Lpcat3-dependent production of arachidonoyl phospholipids is a key determinant of triglyceride secretion
Xin Rong,
Bo Wang,
Merlow M Dunham,
Per Niklas Hedde,
Jinny S Wong,
Enrico Gratton,
Stephen G Young,
David A Ford,
Peter Tontonoz
Affiliations
Xin Rong
Department of Pathology and Laboratory Medicine, Howard Hughes Medical Institute, University of California, Los Angeles, Los Angeles, United States
Bo Wang
Department of Pathology and Laboratory Medicine, Howard Hughes Medical Institute, University of California, Los Angeles, Los Angeles, United States
Merlow M Dunham
Department of Biochemistry and Molecular Biology, Saint Louis University, St. Louis, United States; Center for Cardiovascular Research, Saint Louis University, St.
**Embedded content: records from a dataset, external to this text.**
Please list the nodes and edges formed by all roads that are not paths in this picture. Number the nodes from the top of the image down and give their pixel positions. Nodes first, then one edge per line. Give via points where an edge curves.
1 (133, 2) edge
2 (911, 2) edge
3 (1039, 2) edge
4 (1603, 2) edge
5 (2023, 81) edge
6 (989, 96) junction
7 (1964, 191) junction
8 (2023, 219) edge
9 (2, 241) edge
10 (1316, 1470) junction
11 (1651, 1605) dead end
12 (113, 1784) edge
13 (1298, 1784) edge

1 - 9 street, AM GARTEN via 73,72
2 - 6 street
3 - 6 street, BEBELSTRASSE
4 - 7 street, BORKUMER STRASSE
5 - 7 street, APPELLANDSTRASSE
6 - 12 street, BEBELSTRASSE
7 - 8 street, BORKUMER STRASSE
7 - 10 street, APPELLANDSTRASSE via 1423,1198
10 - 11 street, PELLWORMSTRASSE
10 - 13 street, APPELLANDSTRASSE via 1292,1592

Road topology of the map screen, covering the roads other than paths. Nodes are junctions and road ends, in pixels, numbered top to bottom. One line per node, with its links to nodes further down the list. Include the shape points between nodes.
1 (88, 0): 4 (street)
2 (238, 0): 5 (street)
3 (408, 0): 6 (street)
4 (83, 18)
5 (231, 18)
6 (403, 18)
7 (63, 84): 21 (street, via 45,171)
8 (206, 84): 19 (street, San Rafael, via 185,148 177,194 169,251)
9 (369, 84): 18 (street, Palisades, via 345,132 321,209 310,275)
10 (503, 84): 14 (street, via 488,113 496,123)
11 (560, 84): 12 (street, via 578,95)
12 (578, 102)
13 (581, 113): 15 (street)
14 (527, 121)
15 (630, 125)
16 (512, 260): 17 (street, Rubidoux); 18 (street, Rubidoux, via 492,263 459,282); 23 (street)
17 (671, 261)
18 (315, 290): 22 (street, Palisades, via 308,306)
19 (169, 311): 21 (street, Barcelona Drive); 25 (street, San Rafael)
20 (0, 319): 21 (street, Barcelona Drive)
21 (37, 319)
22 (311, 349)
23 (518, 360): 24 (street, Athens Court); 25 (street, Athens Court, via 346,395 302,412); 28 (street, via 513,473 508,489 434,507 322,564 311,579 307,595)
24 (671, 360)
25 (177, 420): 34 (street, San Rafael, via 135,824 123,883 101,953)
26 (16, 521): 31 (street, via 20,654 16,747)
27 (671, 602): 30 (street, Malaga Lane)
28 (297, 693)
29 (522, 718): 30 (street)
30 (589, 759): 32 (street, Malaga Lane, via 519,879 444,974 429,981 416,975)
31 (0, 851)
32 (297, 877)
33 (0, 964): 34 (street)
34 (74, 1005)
Louis, United States
Per Niklas Hedde
Laboratory of Fluorescence Dynamics, Biomedical Engineering Department, University of California, Irvine, Irvine, United States; Center for Complex Biological Systems, University of California, Irvine, Irvine, United States
Jinny S Wong
Electron Microscopy Core, Gladstone Institute of Cardiovascular Disease, San Francisco, United States
Enrico Gratton
Laboratory of Fluorescence Dynamics, Biomedical Engineering Department, University of California, Irvine, Irvine, United States; Center for Complex Biological Systems, University of California, Irvine, Irvine, United States
Stephen G Young
Division of Cardiology, Department of Medicine, University of California, Los Angeles, Los Angeles, United States
David A Ford
Department of Biochemistry and Molecular Biology, Saint Louis University, St. Louis, United States; Center for Cardiovascular Research, Saint Louis University, St. Louis, United States
The role of specific phospholipids (PLs) in lipid transport has been difficult to assess due to an inability to selectively manipulate membrane composition in vivo. Here we show that the phospholipid remodeling enzyme lysophosphatidylcholine acyltransferase 3 (Lpcat3) is a critical determinant of triglyceride (TG) secretion due to its unique ability to catalyze the incorporation of arachidonate into membranes. Mice lacking Lpcat3 in the intestine fail to thrive during weaning and exhibit enterocyte lipid accumulation and reduced plasma TGs. Mice lacking Lpcat3 in the liver show reduced plasma TGs, hepatosteatosis, and secrete lipid-poor very low-density lipoprotein (VLDL) lacking arachidonoyl PLs. Mechanistic studies indicate that Lpcat3 activity impacts membrane lipid mobility in living cells, suggesting a biophysical basis for the requirement of arachidonoyl PLs in lipidating lipoprotein particles. These data identify Lpcat3 as a key factor in lipoprotein production and illustrate how manipulation of membrane composition can be used as a regulatory mechanism to control metabolic pathways.